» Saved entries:
= Beginning of Section =

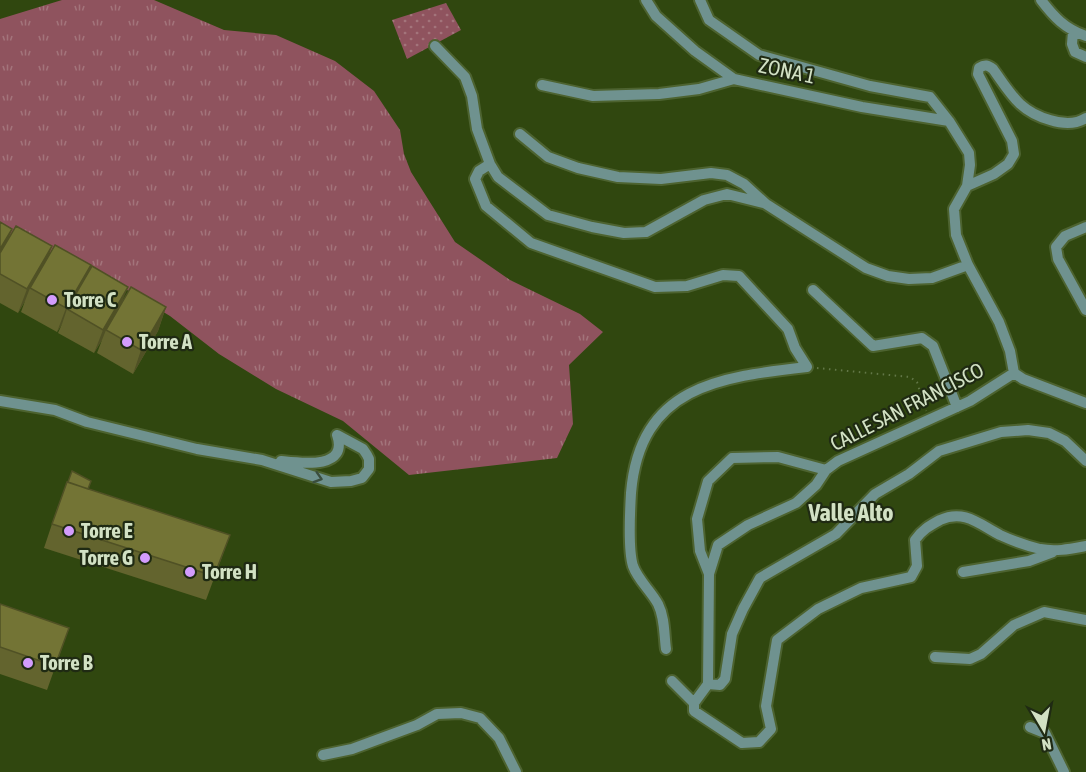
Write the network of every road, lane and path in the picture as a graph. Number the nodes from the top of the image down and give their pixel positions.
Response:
1 (646, 0) edge
2 (700, 0) edge
3 (1041, 0) edge
4 (1073, 32) junction
5 (1086, 36) edge
6 (435, 46) dead end
7 (1086, 57) edge
8 (734, 80) junction
9 (542, 85) dead end
10 (1086, 118) edge
11 (950, 121) junction
12 (520, 134) dead end
13 (490, 164) junction
14 (967, 186) junction
15 (766, 204) junction
16 (1086, 227) edge
17 (968, 265) junction
18 (813, 290) dead end
19 (1086, 310) edge
20 (807, 367) junction
21 (1014, 373) junction
22 (0, 401) edge
23 (1086, 403) edge
24 (957, 407) junction
25 (928, 419) junction
26 (262, 460) junction
27 (1086, 461) edge
28 (826, 470) junction
29 (1086, 546) edge
30 (1056, 551) junction
31 (963, 572) dead end
32 (709, 574) junction
33 (1086, 620) edge
34 (666, 649) dead end
35 (935, 657) dead end
36 (672, 681) dead end
37 (708, 684) junction
38 (694, 703) junction
39 (1030, 727) dead end
40 (323, 755) dead end
41 (516, 772) edge
42 (1064, 772) edge

1 - 8 street, ZONA 1
2 - 11 street
3 - 4 street
4 - 5 street
4 - 7 street
6 - 13 street
8 - 9 street
8 - 11 street, ZONA 1
10 - 14 street
11 - 14 street
12 - 15 street
13 - 15 street
13 - 20 street
14 - 17 street
15 - 17 street
16 - 19 street
17 - 21 street
18 - 24 street
20 - 25 path
20 - 34 street
21 - 23 street
21 - 24 street, CALLE SAN FRANCISCO
22 - 26 street
24 - 25 street, CALLE SAN FRANCISCO
25 - 28 street, CALLE SAN FRANCISCO
26 -> 26 street
27 - 37 street
28 - 32 street, CALLE SAN FRANCISCO
28 - 32 street
29 - 30 street
30 - 31 street
30 - 38 street
32 - 37 street, CALLE SAN FRANCISCO
33 - 35 street
36 - 38 street
37 - 38 street
39 - 42 street
40 - 41 street

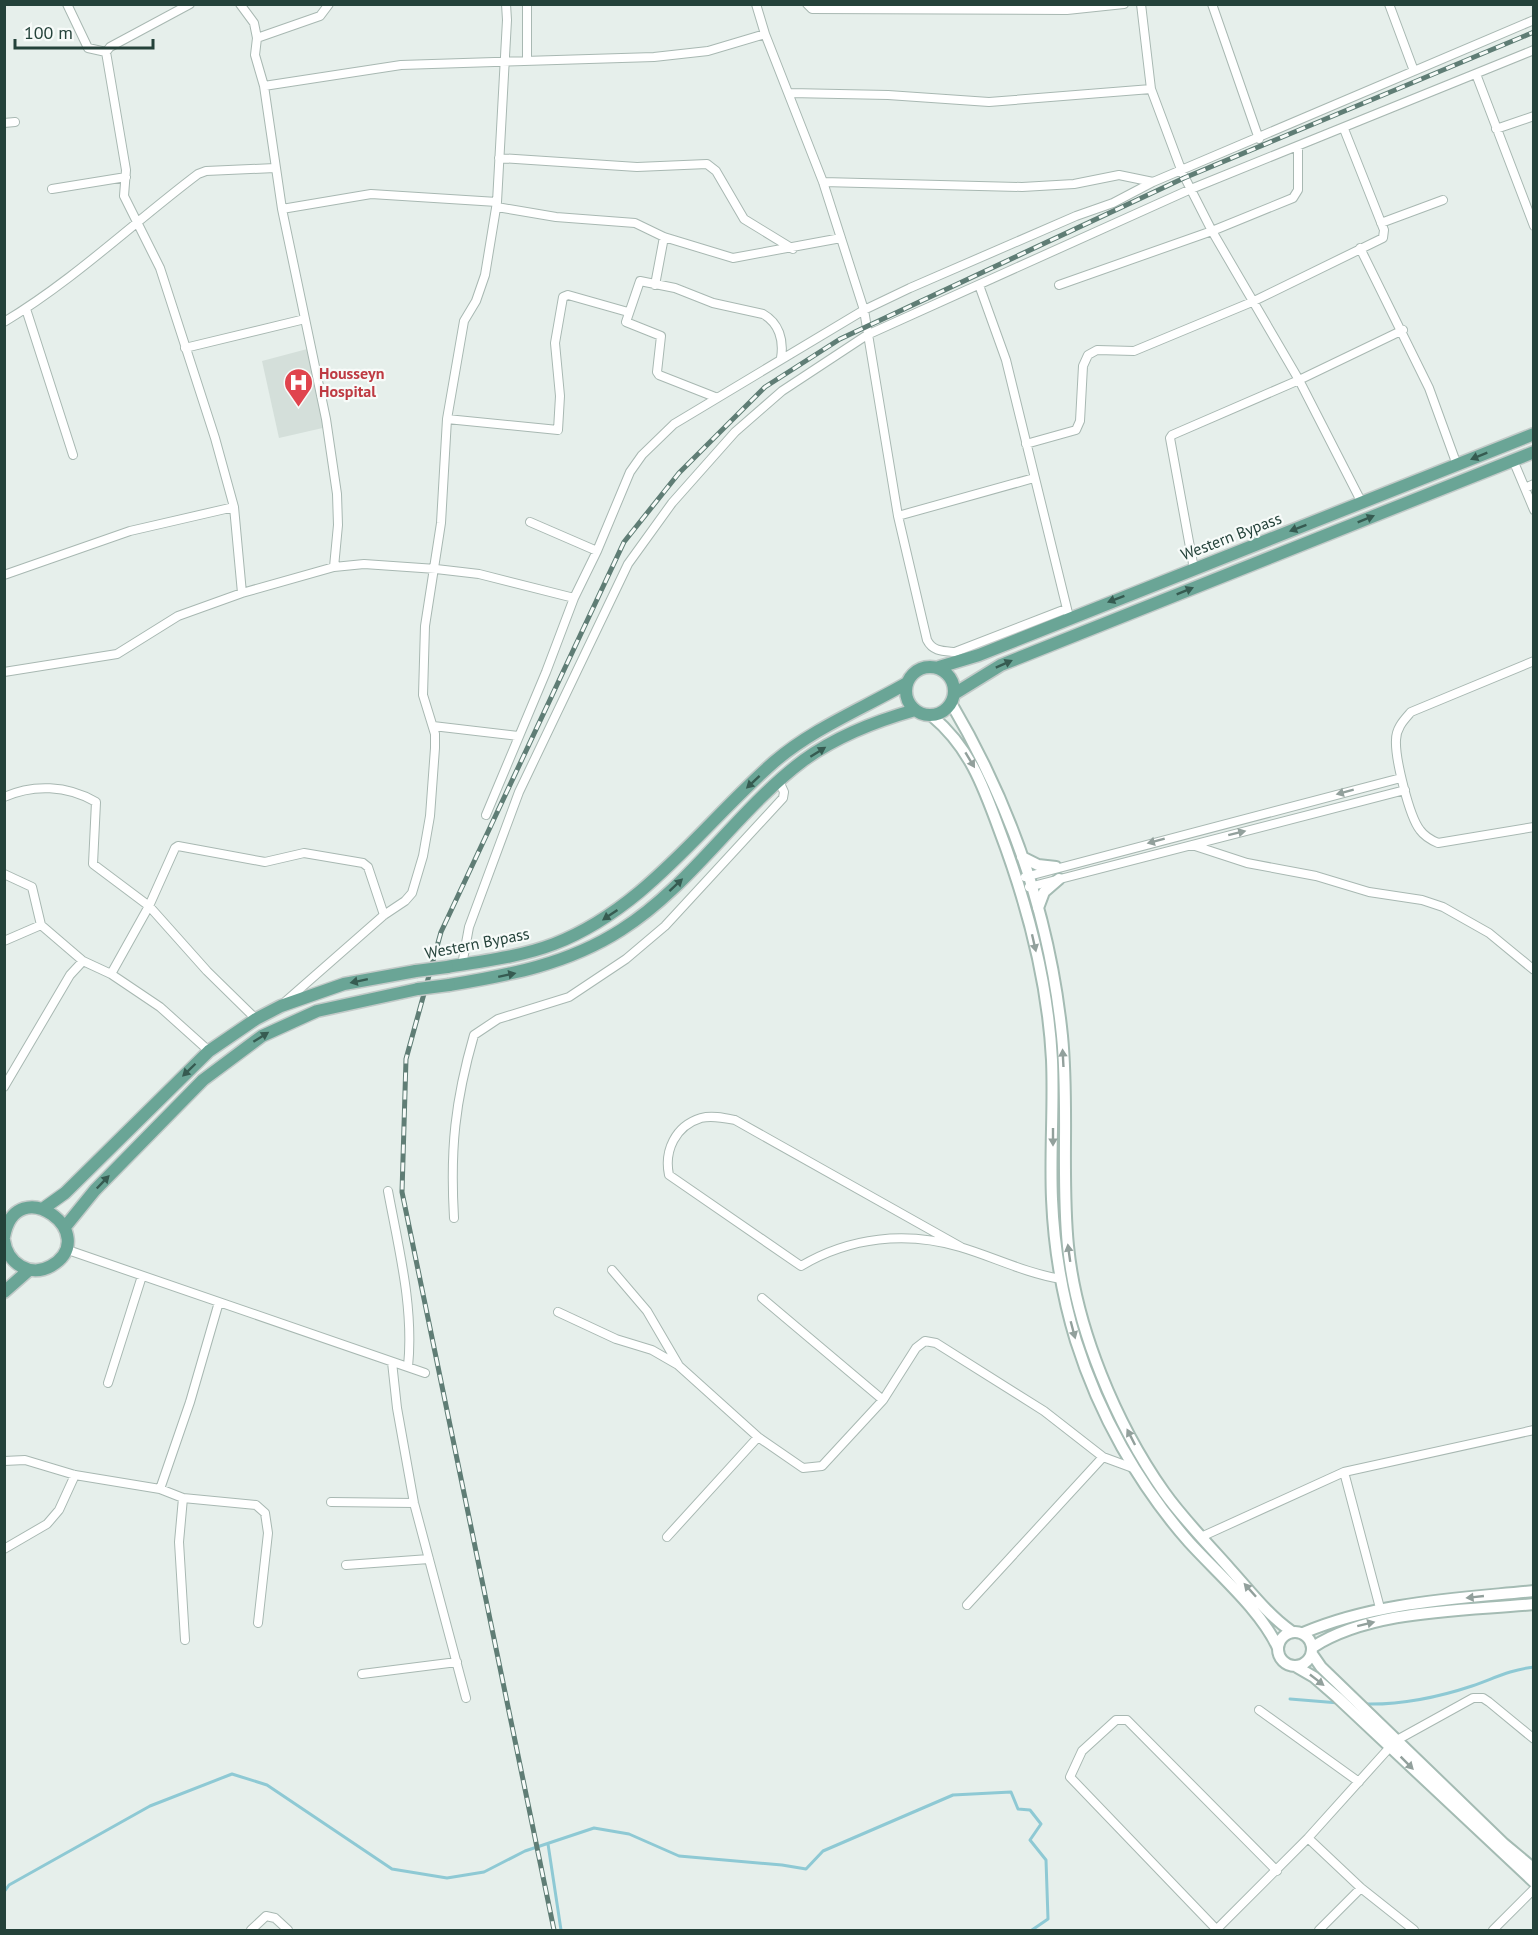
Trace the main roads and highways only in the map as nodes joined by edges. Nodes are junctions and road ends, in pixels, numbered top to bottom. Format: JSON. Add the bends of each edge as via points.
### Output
{"nodes":[{"id":1,"x":1533,"y":434,"type":"edge"},
{"id":2,"x":1533,"y":452,"type":"edge"},
{"id":3,"x":939,"y":668,"type":"junction"},
{"id":4,"x":907,"y":682,"type":"junction"},
{"id":5,"x":952,"y":699,"type":"junction"},
{"id":6,"x":915,"y":710,"type":"junction"},
{"id":7,"x":932,"y":716,"type":"junction"},
{"id":8,"x":1022,"y":857,"type":"junction"},
{"id":9,"x":1056,"y":867,"type":"road end"},
{"id":10,"x":1059,"y":879,"type":"road end"},
{"id":11,"x":1025,"y":882,"type":"junction"},
{"id":12,"x":1038,"y":908,"type":"junction"},
{"id":13,"x":44,"y":1208,"type":"junction"},
{"id":14,"x":4,"y":1210,"type":"edge"},
{"id":15,"x":18,"y":1213,"type":"junction"},
{"id":16,"x":65,"y":1227,"type":"junction"},
{"id":17,"x":4,"y":1238,"type":"edge"},
{"id":18,"x":7,"y":1260,"type":"edge"},
{"id":19,"x":28,"y":1270,"type":"junction"},
{"id":20,"x":4,"y":1292,"type":"edge"},
{"id":21,"x":1533,"y":1591,"type":"edge"},
{"id":22,"x":1533,"y":1604,"type":"edge"},
{"id":23,"x":1291,"y":1631,"type":"junction"},
{"id":24,"x":1303,"y":1633,"type":"junction"},
{"id":25,"x":1278,"y":1648,"type":"junction"},
{"id":26,"x":1312,"y":1650,"type":"junction"},
{"id":27,"x":1295,"y":1666,"type":"junction"},
{"id":28,"x":1352,"y":1704,"type":"junction"},
{"id":29,"x":1393,"y":1743,"type":"junction"},
{"id":30,"x":1533,"y":1869,"type":"edge"},
{"id":31,"x":1533,"y":1882,"type":"edge"}],
"edges":[{"from":1,"to":3,"type":"main road","name":"Western Bypass","one_way":true,"via":[[1194,569],[1068,613],[979,655]]},
{"from":5,"to":2,"type":"main road","name":"Western Bypass","one_way":true,"via":[[1001,665]]},
{"from":3,"to":4,"type":"main road","via":[[920,669]]},
{"from":3,"to":5,"type":"main road","via":[[953,682]]},
{"from":4,"to":6,"type":"main road","via":[[907,699]]},
{"from":4,"to":13,"type":"main road","name":"Western Bypass","one_way":true,"bridge":true,"via":[[825,726],[775,761],[666,869],[609,916],[553,944],[462,965],[344,984],[256,1019],[209,1051],[65,1193]]},
{"from":5,"to":7,"type":"main road","via":[[941,713]]},
{"from":5,"to":8,"type":"main road","via":[[984,761]]},
{"from":6,"to":7,"type":"main road"},
{"from":16,"to":6,"type":"main road","one_way":true,"bridge":true,"via":[[95,1190],[203,1080],[262,1036],[332,1007],[556,963],[588,949],[622,930],[668,893],[804,760],[832,742]]},
{"from":7,"to":11,"type":"main road","one_way":true,"via":[[956,739],[975,767]]},
{"from":8,"to":9,"type":"main road","via":[[1038,865]]},
{"from":8,"to":11,"type":"main road"},
{"from":10,"to":12,"type":"main road","via":[[1044,892]]},
{"from":11,"to":12,"type":"main road"},
{"from":11,"to":25,"type":"main road","one_way":true,"via":[[1050,1036],[1052,1195],[1061,1279],[1076,1342],[1133,1468],[1187,1540],[1261,1620]]},
{"from":23,"to":12,"type":"main road","one_way":true,"via":[[1271,1614],[1166,1495],[1134,1443],[1105,1381],[1083,1317],[1068,1248],[1062,1036]]},
{"from":13,"to":15,"type":"main road"},
{"from":13,"to":16,"type":"main road","via":[[60,1218]]},
{"from":14,"to":15,"type":"main road"},
{"from":15,"to":17,"type":"main road","via":[[6,1228]]},
{"from":16,"to":19,"type":"main road","via":[[65,1250],[55,1264]]},
{"from":17,"to":18,"type":"main road"},
{"from":18,"to":19,"type":"main road"},
{"from":19,"to":20,"type":"main road"},
{"from":21,"to":24,"type":"main road","one_way":true,"via":[[1380,1608]]},
{"from":26,"to":22,"type":"main road","one_way":true,"via":[[1337,1633],[1380,1620]]},
{"from":23,"to":24,"type":"main road"},
{"from":23,"to":25,"type":"main road","via":[[1282,1637]]},
{"from":24,"to":26,"type":"main road"},
{"from":25,"to":27,"type":"main road","via":[[1285,1663]]},
{"from":26,"to":27,"type":"main road","via":[[1307,1662]]},
{"from":26,"to":28,"type":"main road"},
{"from":27,"to":28,"type":"main road","one_way":true},
{"from":28,"to":29,"type":"main road"},
{"from":28,"to":29,"type":"main road","via":[[1365,1709]]},
{"from":29,"to":30,"type":"main road"},
{"from":29,"to":31,"type":"main road","one_way":true}]}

= End of Section =

» ABOUT THIS EXERCISE: An exact copy of all the entries is required, and it must contain no pictures.

» RESPONSE TO THE EXERCISE:
Write the network of every road, lane and path in the picture as a graph. Number the nodes from the top of the image down and give their pixel positions.
Response:
1 (646, 0) edge
2 (700, 0) edge
3 (1041, 0) edge
4 (1073, 32) junction
5 (1086, 36) edge
6 (435, 46) dead end
7 (1086, 57) edge
8 (734, 80) junction
9 (542, 85) dead end
10 (1086, 118) edge
11 (950, 121) junction
12 (520, 134) dead end
13 (490, 164) junction
14 (967, 186) junction
15 (766, 204) junction
16 (1086, 227) edge
17 (968, 265) junction
18 (813, 290) dead end
19 (1086, 310) edge
20 (807, 367) junction
21 (1014, 373) junction
22 (0, 401) edge
23 (1086, 403) edge
24 (957, 407) junction
25 (928, 419) junction
26 (262, 460) junction
27 (1086, 461) edge
28 (826, 470) junction
29 (1086, 546) edge
30 (1056, 551) junction
31 (963, 572) dead end
32 (709, 574) junction
33 (1086, 620) edge
34 (666, 649) dead end
35 (935, 657) dead end
36 (672, 681) dead end
37 (708, 684) junction
38 (694, 703) junction
39 (1030, 727) dead end
40 (323, 755) dead end
41 (516, 772) edge
42 (1064, 772) edge

1 - 8 street, ZONA 1
2 - 11 street
3 - 4 street
4 - 5 street
4 - 7 street
6 - 13 street
8 - 9 street
8 - 11 street, ZONA 1
10 - 14 street
11 - 14 street
12 - 15 street
13 - 15 street
13 - 20 street
14 - 17 street
15 - 17 street
16 - 19 street
17 - 21 street
18 - 24 street
20 - 25 path
20 - 34 street
21 - 23 street
21 - 24 street, CALLE SAN FRANCISCO
22 - 26 street
24 - 25 street, CALLE SAN FRANCISCO
25 - 28 street, CALLE SAN FRANCISCO
26 -> 26 street
27 - 37 street
28 - 32 street, CALLE SAN FRANCISCO
28 - 32 street
29 - 30 street
30 - 31 street
30 - 38 street
32 - 37 street, CALLE SAN FRANCISCO
33 - 35 street
36 - 38 street
37 - 38 street
39 - 42 street
40 - 41 street

Trace the main roads and highways only in the map as nodes joined by edges. Nodes are junctions and road ends, in pixels, numbered top to bottom. Format: JSON. Add the bends of each edge as via points.
### Output
{"nodes":[{"id":1,"x":1533,"y":434,"type":"edge"},
{"id":2,"x":1533,"y":452,"type":"edge"},
{"id":3,"x":939,"y":668,"type":"junction"},
{"id":4,"x":907,"y":682,"type":"junction"},
{"id":5,"x":952,"y":699,"type":"junction"},
{"id":6,"x":915,"y":710,"type":"junction"},
{"id":7,"x":932,"y":716,"type":"junction"},
{"id":8,"x":1022,"y":857,"type":"junction"},
{"id":9,"x":1056,"y":867,"type":"road end"},
{"id":10,"x":1059,"y":879,"type":"road end"},
{"id":11,"x":1025,"y":882,"type":"junction"},
{"id":12,"x":1038,"y":908,"type":"junction"},
{"id":13,"x":44,"y":1208,"type":"junction"},
{"id":14,"x":4,"y":1210,"type":"edge"},
{"id":15,"x":18,"y":1213,"type":"junction"},
{"id":16,"x":65,"y":1227,"type":"junction"},
{"id":17,"x":4,"y":1238,"type":"edge"},
{"id":18,"x":7,"y":1260,"type":"edge"},
{"id":19,"x":28,"y":1270,"type":"junction"},
{"id":20,"x":4,"y":1292,"type":"edge"},
{"id":21,"x":1533,"y":1591,"type":"edge"},
{"id":22,"x":1533,"y":1604,"type":"edge"},
{"id":23,"x":1291,"y":1631,"type":"junction"},
{"id":24,"x":1303,"y":1633,"type":"junction"},
{"id":25,"x":1278,"y":1648,"type":"junction"},
{"id":26,"x":1312,"y":1650,"type":"junction"},
{"id":27,"x":1295,"y":1666,"type":"junction"},
{"id":28,"x":1352,"y":1704,"type":"junction"},
{"id":29,"x":1393,"y":1743,"type":"junction"},
{"id":30,"x":1533,"y":1869,"type":"edge"},
{"id":31,"x":1533,"y":1882,"type":"edge"}],
"edges":[{"from":1,"to":3,"type":"main road","name":"Western Bypass","one_way":true,"via":[[1194,569],[1068,613],[979,655]]},
{"from":5,"to":2,"type":"main road","name":"Western Bypass","one_way":true,"via":[[1001,665]]},
{"from":3,"to":4,"type":"main road","via":[[920,669]]},
{"from":3,"to":5,"type":"main road","via":[[953,682]]},
{"from":4,"to":6,"type":"main road","via":[[907,699]]},
{"from":4,"to":13,"type":"main road","name":"Western Bypass","one_way":true,"bridge":true,"via":[[825,726],[775,761],[666,869],[609,916],[553,944],[462,965],[344,984],[256,1019],[209,1051],[65,1193]]},
{"from":5,"to":7,"type":"main road","via":[[941,713]]},
{"from":5,"to":8,"type":"main road","via":[[984,761]]},
{"from":6,"to":7,"type":"main road"},
{"from":16,"to":6,"type":"main road","one_way":true,"bridge":true,"via":[[95,1190],[203,1080],[262,1036],[332,1007],[556,963],[588,949],[622,930],[668,893],[804,760],[832,742]]},
{"from":7,"to":11,"type":"main road","one_way":true,"via":[[956,739],[975,767]]},
{"from":8,"to":9,"type":"main road","via":[[1038,865]]},
{"from":8,"to":11,"type":"main road"},
{"from":10,"to":12,"type":"main road","via":[[1044,892]]},
{"from":11,"to":12,"type":"main road"},
{"from":11,"to":25,"type":"main road","one_way":true,"via":[[1050,1036],[1052,1195],[1061,1279],[1076,1342],[1133,1468],[1187,1540],[1261,1620]]},
{"from":23,"to":12,"type":"main road","one_way":true,"via":[[1271,1614],[1166,1495],[1134,1443],[1105,1381],[1083,1317],[1068,1248],[1062,1036]]},
{"from":13,"to":15,"type":"main road"},
{"from":13,"to":16,"type":"main road","via":[[60,1218]]},
{"from":14,"to":15,"type":"main road"},
{"from":15,"to":17,"type":"main road","via":[[6,1228]]},
{"from":16,"to":19,"type":"main road","via":[[65,1250],[55,1264]]},
{"from":17,"to":18,"type":"main road"},
{"from":18,"to":19,"type":"main road"},
{"from":19,"to":20,"type":"main road"},
{"from":21,"to":24,"type":"main road","one_way":true,"via":[[1380,1608]]},
{"from":26,"to":22,"type":"main road","one_way":true,"via":[[1337,1633],[1380,1620]]},
{"from":23,"to":24,"type":"main road"},
{"from":23,"to":25,"type":"main road","via":[[1282,1637]]},
{"from":24,"to":26,"type":"main road"},
{"from":25,"to":27,"type":"main road","via":[[1285,1663]]},
{"from":26,"to":27,"type":"main road","via":[[1307,1662]]},
{"from":26,"to":28,"type":"main road"},
{"from":27,"to":28,"type":"main road","one_way":true},
{"from":28,"to":29,"type":"main road"},
{"from":28,"to":29,"type":"main road","via":[[1365,1709]]},
{"from":29,"to":30,"type":"main road"},
{"from":29,"to":31,"type":"main road","one_way":true}]}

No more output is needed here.